++++ DATA LISTING
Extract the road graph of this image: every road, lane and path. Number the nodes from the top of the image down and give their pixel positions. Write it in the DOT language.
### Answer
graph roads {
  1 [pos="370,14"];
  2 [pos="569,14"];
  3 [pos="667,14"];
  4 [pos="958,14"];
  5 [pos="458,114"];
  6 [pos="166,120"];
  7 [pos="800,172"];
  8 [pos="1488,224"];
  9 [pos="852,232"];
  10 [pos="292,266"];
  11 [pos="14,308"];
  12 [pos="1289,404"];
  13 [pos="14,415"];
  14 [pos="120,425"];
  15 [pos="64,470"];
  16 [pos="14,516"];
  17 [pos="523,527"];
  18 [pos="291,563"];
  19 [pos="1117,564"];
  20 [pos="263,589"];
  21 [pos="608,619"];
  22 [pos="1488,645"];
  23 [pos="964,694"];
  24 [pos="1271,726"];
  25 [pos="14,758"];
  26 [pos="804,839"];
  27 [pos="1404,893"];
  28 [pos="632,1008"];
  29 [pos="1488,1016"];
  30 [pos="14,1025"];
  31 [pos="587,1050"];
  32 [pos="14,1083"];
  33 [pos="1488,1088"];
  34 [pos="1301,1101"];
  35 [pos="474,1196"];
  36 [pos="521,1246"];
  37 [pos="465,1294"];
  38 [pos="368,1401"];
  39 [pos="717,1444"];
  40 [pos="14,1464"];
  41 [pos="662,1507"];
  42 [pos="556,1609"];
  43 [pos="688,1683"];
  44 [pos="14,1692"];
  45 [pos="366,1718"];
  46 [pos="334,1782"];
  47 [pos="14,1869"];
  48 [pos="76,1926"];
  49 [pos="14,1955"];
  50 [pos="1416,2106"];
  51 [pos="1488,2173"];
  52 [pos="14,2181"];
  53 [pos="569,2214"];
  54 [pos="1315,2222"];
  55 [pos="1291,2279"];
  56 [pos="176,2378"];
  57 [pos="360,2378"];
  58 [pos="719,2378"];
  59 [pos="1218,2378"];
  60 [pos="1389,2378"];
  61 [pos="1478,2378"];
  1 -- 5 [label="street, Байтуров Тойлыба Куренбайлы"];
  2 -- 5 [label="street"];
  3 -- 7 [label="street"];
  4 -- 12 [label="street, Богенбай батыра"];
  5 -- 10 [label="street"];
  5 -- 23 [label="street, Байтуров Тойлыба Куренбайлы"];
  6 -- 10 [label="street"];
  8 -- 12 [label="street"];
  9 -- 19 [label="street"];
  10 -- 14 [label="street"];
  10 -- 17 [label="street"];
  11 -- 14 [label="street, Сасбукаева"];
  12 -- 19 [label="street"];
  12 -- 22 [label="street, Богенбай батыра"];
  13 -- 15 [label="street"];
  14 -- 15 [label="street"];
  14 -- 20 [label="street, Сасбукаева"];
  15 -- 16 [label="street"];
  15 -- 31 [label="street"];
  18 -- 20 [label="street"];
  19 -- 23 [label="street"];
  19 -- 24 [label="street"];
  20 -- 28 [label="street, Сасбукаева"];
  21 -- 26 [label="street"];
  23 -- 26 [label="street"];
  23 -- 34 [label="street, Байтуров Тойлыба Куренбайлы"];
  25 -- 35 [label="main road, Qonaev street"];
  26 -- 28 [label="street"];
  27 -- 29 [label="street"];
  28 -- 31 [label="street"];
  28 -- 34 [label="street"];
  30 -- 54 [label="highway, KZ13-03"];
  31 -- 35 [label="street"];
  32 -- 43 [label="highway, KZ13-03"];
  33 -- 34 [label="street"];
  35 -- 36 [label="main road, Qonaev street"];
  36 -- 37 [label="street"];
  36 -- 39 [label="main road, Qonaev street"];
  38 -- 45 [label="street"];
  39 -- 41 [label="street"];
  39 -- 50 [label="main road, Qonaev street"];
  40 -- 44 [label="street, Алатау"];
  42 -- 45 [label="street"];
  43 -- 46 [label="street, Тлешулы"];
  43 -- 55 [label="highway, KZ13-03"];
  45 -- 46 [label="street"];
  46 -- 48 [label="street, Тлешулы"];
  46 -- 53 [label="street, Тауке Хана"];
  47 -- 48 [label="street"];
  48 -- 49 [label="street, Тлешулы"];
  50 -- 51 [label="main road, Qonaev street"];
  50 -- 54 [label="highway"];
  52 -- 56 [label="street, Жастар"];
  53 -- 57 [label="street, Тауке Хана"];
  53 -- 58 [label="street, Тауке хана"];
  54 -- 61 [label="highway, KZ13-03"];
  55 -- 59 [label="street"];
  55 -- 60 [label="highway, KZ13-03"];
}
++++++++
++++ DATA LISTING
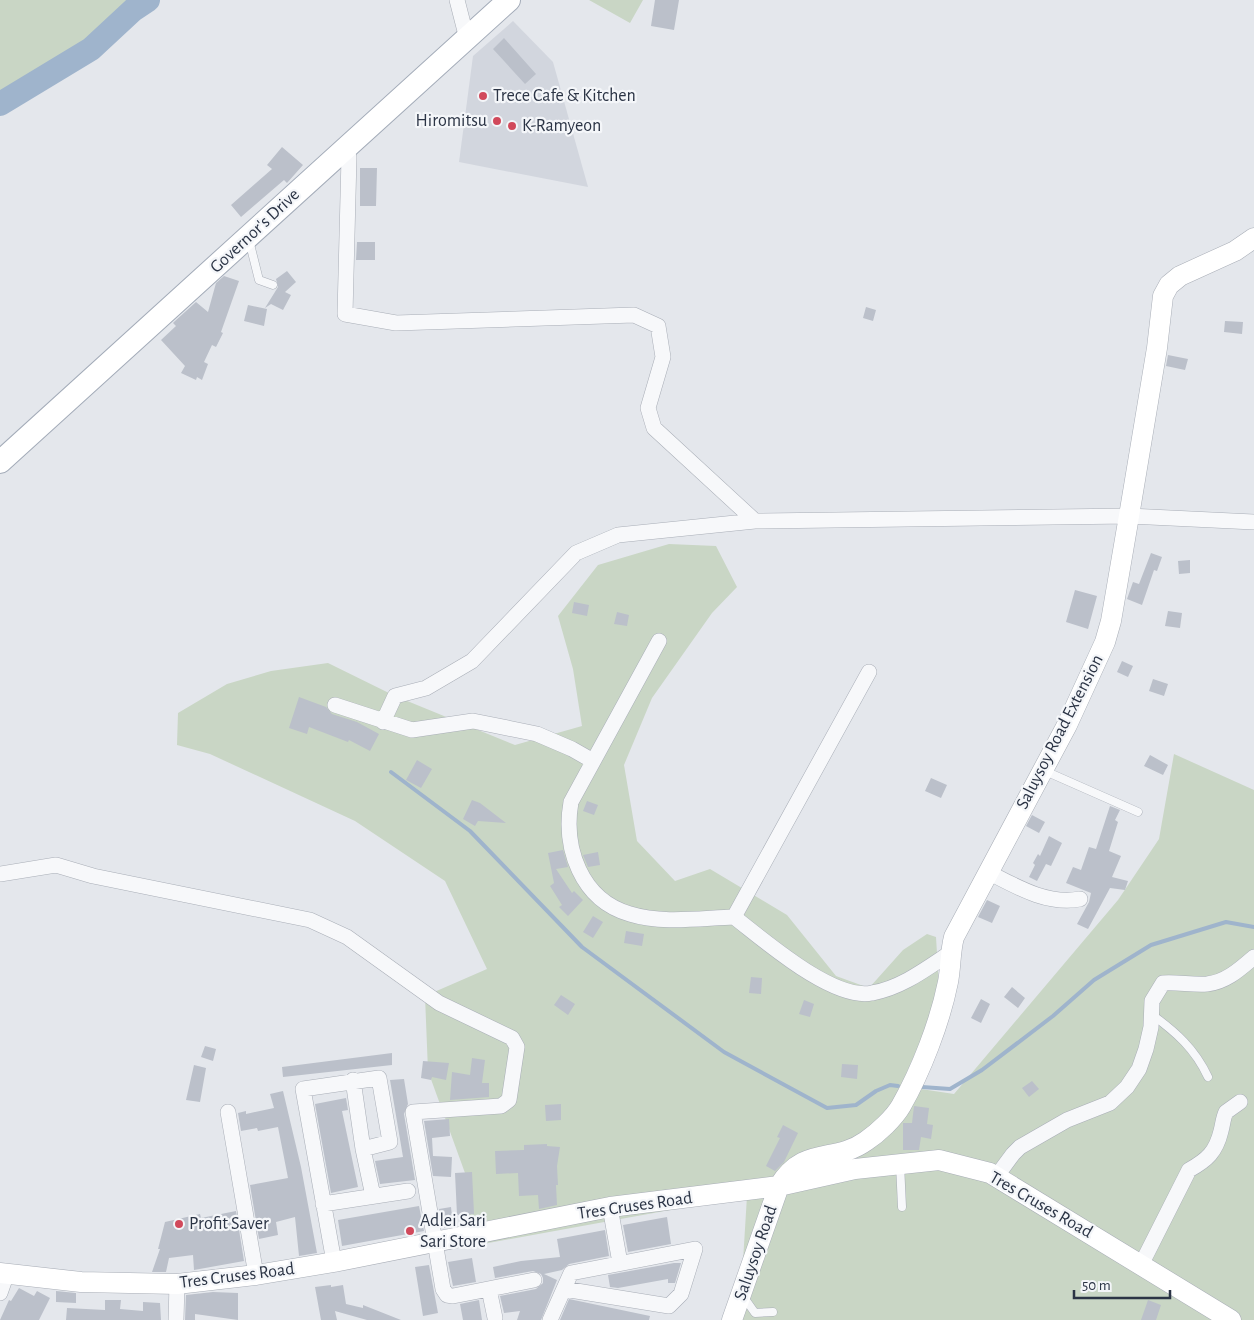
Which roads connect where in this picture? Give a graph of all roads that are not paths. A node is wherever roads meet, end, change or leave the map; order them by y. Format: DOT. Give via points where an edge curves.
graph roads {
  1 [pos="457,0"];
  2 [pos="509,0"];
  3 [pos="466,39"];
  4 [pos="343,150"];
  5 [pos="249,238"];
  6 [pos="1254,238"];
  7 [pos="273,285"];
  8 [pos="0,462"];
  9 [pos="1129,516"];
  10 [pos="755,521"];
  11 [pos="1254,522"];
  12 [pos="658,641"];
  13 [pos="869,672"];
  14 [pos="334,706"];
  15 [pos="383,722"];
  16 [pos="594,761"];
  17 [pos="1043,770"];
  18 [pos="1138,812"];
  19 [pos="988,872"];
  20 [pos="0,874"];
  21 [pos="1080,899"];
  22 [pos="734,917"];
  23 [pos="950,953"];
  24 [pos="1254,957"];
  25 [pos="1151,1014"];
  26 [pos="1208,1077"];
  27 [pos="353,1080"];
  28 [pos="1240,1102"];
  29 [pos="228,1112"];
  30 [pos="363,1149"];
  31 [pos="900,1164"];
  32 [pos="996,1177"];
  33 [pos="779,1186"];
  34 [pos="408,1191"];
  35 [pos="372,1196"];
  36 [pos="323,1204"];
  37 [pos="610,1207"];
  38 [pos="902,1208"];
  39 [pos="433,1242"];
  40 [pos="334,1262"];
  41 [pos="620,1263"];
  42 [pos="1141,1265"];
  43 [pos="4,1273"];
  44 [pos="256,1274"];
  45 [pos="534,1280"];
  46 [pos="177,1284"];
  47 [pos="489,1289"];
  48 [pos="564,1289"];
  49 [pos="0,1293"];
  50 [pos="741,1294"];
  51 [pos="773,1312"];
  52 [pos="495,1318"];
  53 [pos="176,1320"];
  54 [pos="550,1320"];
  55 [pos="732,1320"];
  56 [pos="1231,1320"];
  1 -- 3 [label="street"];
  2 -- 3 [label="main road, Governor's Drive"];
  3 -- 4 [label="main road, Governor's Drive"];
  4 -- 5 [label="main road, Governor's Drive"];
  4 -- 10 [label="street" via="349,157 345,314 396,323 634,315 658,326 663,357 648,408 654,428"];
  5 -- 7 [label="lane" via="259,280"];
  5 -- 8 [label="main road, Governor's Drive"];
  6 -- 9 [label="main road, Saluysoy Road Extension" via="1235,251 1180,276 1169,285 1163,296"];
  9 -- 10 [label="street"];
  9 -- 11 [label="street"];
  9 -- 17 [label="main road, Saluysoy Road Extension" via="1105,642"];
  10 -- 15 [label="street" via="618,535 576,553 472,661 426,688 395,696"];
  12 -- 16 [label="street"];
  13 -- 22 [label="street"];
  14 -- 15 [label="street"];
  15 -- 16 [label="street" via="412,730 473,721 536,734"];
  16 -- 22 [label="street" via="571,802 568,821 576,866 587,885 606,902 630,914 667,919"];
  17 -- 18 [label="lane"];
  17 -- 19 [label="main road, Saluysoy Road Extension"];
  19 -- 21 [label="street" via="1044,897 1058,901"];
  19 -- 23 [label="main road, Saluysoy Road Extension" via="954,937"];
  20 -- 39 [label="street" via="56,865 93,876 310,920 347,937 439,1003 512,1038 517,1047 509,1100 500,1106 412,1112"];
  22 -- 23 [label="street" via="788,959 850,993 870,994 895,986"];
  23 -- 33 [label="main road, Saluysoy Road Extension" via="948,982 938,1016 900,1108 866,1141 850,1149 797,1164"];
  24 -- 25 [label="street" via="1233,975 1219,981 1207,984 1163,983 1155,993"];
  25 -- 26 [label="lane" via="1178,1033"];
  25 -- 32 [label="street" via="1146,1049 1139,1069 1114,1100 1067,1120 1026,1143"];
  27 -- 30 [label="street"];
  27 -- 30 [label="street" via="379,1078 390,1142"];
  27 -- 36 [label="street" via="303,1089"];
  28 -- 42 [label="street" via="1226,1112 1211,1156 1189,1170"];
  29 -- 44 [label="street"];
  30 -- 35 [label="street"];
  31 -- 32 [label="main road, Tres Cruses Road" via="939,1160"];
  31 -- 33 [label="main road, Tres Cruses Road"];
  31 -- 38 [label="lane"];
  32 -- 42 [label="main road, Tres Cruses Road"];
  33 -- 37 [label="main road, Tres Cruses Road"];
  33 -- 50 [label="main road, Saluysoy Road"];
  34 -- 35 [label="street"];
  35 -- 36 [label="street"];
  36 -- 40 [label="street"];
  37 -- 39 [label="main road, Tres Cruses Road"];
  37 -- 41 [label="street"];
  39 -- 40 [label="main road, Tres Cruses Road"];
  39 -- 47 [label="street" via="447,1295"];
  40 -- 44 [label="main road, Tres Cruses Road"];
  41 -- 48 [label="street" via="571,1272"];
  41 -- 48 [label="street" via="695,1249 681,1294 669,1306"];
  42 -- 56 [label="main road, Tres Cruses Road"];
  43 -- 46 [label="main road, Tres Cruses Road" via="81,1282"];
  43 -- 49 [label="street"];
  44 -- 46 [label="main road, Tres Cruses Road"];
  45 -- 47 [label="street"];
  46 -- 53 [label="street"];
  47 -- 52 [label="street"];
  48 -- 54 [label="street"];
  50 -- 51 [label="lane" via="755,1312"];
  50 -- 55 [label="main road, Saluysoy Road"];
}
++++++++
(YOUR INSTRUCTIONS): Return from the data every line that holds "lane".

(TASK RESPONSE):
Extract the road graph of this image: every road, lane and path. Number the nodes from the top of the image down and give their pixel positions. Write it in the DOT language.
  5 -- 7 [label="lane" via="259,280"];
  17 -- 18 [label="lane"];
  25 -- 26 [label="lane" via="1178,1033"];
  31 -- 38 [label="lane"];
  50 -- 51 [label="lane" via="755,1312"];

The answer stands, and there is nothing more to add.